EXCERPTED DATA section start
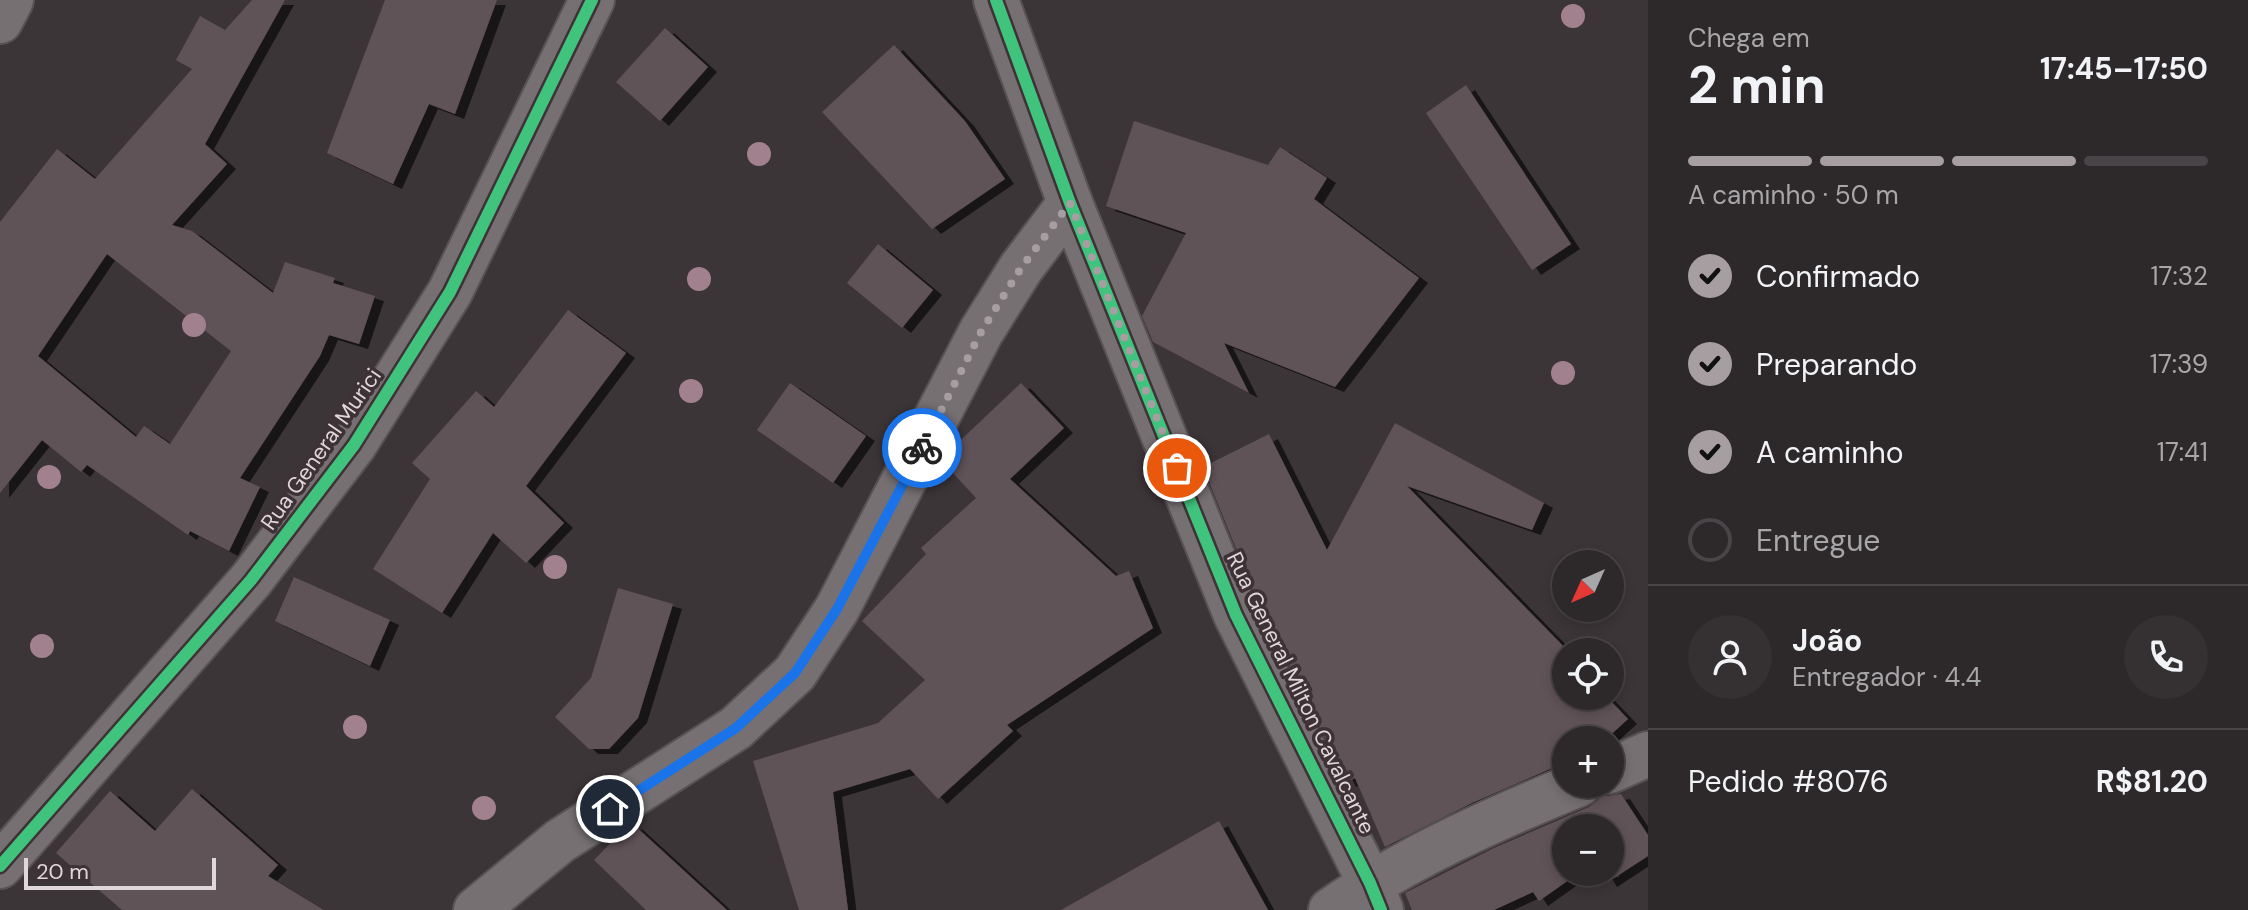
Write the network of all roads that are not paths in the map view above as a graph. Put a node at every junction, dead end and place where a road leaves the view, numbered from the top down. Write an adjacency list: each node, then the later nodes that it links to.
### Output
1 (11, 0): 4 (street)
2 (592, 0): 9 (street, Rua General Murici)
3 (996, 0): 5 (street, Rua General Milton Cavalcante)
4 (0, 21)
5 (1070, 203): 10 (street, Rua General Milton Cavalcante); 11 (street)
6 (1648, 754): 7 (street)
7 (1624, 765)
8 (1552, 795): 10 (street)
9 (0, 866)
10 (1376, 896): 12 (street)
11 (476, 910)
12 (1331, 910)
EXCERPTED DATA section end
TASK REQUIREMENTS — The response should reproduce all the material above exactly and leave out its pictures.

COMPLETED TASK —
Write the network of all roads that are not paths in the map view above as a graph. Put a node at every junction, dead end and place where a road leaves the view, numbered from the top down. Write an adjacency list: each node, then the later nodes that it links to.
### Output
1 (11, 0): 4 (street)
2 (592, 0): 9 (street, Rua General Murici)
3 (996, 0): 5 (street, Rua General Milton Cavalcante)
4 (0, 21)
5 (1070, 203): 10 (street, Rua General Milton Cavalcante); 11 (street)
6 (1648, 754): 7 (street)
7 (1624, 765)
8 (1552, 795): 10 (street)
9 (0, 866)
10 (1376, 896): 12 (street)
11 (476, 910)
12 (1331, 910)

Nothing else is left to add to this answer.